Tekst: Cosima Bas
Imagine this: you are watching a futuristic digital fashion show in which models are replaced by ghostlike figures. You see clothes moving as if they were carried by a real body with natural curves and movements, but no actual model is visible. That future is now. Anifa Mvuemba, an emerging Congolese designer, created a lot of buzz when she showed her Spring 2021 collection via an Instagram live video in which she made groundbreaking use of 3D animation. She gave us a runway experience like no other and staged an online show in which we all got a front row seat.
With the Fall -Winter 21/22 fashion weeks just behind us, another season full of innovative and dazzling digital shows has come to an end. The coronavirus pandemic has forced fashion designers to rethink the ways in which they can show their creations to the world, and has led many into the digital realm. A shift towards live streaming fashion shows was already in motion pre-corona, but the pandemic has definitely accelerated it. One of the biggest advantages of digital presentations is that it opened up fashion week to a broader audience. Runway events tended to be very exclusive and had highly regulated guest lists, not to mention the unsustainable nature of fashion weeks. Since many shows are now uploaded on Youtube or other social media channels, people from all over the world can enjoy them from the comfort of their couch. Fashion season as we know it, is over. Spotting the coolest street styles, for example, always used to be one of the most important aspects of fashion week. One might wonder then what happens to street style in a fashion season that is fully digital. Listen carefully: screen style, is the new street style. Fashion lovers have not stopped dressing up for shows, only now they are self-documenting their looks and sharing them through their screens or on social media. And let’s admit, dressing up inside our homes is just as fun.
The pandemic has forced the fashion industry to reset and rethink. And that is a good thing, because even pre-Covid, the fashion system was flawed. With a calendar in which seasons and collections followed each other in rapid tempo, designers were left with little space to breathe. The lockdown gave many a renewed energy to get inspired and create. Fashion designers from all over the world are collaborating with (digital) artists and putting together spectacular fashion experiments and performances. Runway shows always had a sort of theatrical side to them, but now, with the possibilities being endless, designers are truly regaining their playfulness. Take for example Maria Grazia Chiuri, an Italian fashion designer and the creative director at Dior. For the presentation of Dior’s haute couture Spring-Summer 2021 collection, which was inspired by feminine Tarot figures, she joined forces with Italian film director Matteo Garrone. The result was an extraordinary short film that was obscure and mesmerizing at the same time. In the setting of an abandoned and mythical-looking Italian palazzo, the dreamy Dior dresses came magically to life. Chiuri’s digital show wasn’t the only memorable presentation during the past fashion week seasons. Miu Miu, for example, took us to a winter wonderland with a show that was recorded in the snowy mountains of the Alps. What I am trying to say is that designers and creatives are pushing the boundaries of what fashion shows are and look like.

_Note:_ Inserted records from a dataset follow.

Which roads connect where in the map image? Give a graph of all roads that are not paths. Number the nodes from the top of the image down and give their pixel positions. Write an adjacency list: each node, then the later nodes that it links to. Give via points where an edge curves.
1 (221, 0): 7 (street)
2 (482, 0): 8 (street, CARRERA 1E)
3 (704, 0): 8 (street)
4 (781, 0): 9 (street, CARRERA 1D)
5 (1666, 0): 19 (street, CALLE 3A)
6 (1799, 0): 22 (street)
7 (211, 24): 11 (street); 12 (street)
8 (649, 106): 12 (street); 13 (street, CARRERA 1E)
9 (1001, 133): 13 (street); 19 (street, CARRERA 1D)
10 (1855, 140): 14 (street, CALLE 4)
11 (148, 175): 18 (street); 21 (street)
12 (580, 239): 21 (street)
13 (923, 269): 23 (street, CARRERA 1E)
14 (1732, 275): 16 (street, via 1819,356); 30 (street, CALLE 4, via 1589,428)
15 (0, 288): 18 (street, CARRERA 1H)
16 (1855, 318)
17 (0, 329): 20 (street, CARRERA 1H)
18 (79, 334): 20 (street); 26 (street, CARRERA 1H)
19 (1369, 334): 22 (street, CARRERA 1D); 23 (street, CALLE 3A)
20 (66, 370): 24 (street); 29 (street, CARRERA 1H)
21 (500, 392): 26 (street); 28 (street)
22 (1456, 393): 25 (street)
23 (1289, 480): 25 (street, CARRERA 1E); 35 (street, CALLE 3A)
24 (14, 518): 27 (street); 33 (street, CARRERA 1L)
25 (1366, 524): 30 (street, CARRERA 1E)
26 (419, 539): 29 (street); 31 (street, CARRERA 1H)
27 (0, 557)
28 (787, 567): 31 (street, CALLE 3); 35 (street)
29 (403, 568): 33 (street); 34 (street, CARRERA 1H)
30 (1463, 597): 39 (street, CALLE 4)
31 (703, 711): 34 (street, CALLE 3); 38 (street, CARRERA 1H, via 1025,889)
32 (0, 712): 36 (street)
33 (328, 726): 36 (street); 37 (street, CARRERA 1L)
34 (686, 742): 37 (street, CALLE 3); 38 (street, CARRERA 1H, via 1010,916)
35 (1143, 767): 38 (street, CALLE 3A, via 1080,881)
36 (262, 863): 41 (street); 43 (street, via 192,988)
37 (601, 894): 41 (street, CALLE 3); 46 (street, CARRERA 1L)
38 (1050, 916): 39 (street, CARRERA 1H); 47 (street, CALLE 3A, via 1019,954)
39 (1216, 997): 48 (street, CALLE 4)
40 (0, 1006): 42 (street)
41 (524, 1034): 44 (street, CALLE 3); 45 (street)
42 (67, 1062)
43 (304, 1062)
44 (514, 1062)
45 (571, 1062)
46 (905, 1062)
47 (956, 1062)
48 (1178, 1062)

Since I was a little girl, I have always dreamt of sitting front row at shows during fashion week. This digital runway season has in a way given me this opportunity. Although virtual presentations are still very different from the real experience, I did feel as if, by joining runway livestreams, I was being included in the larger fashion community. The virtual space is giving designers and artists a place to innovate. The fashion world will come out of this as reborn.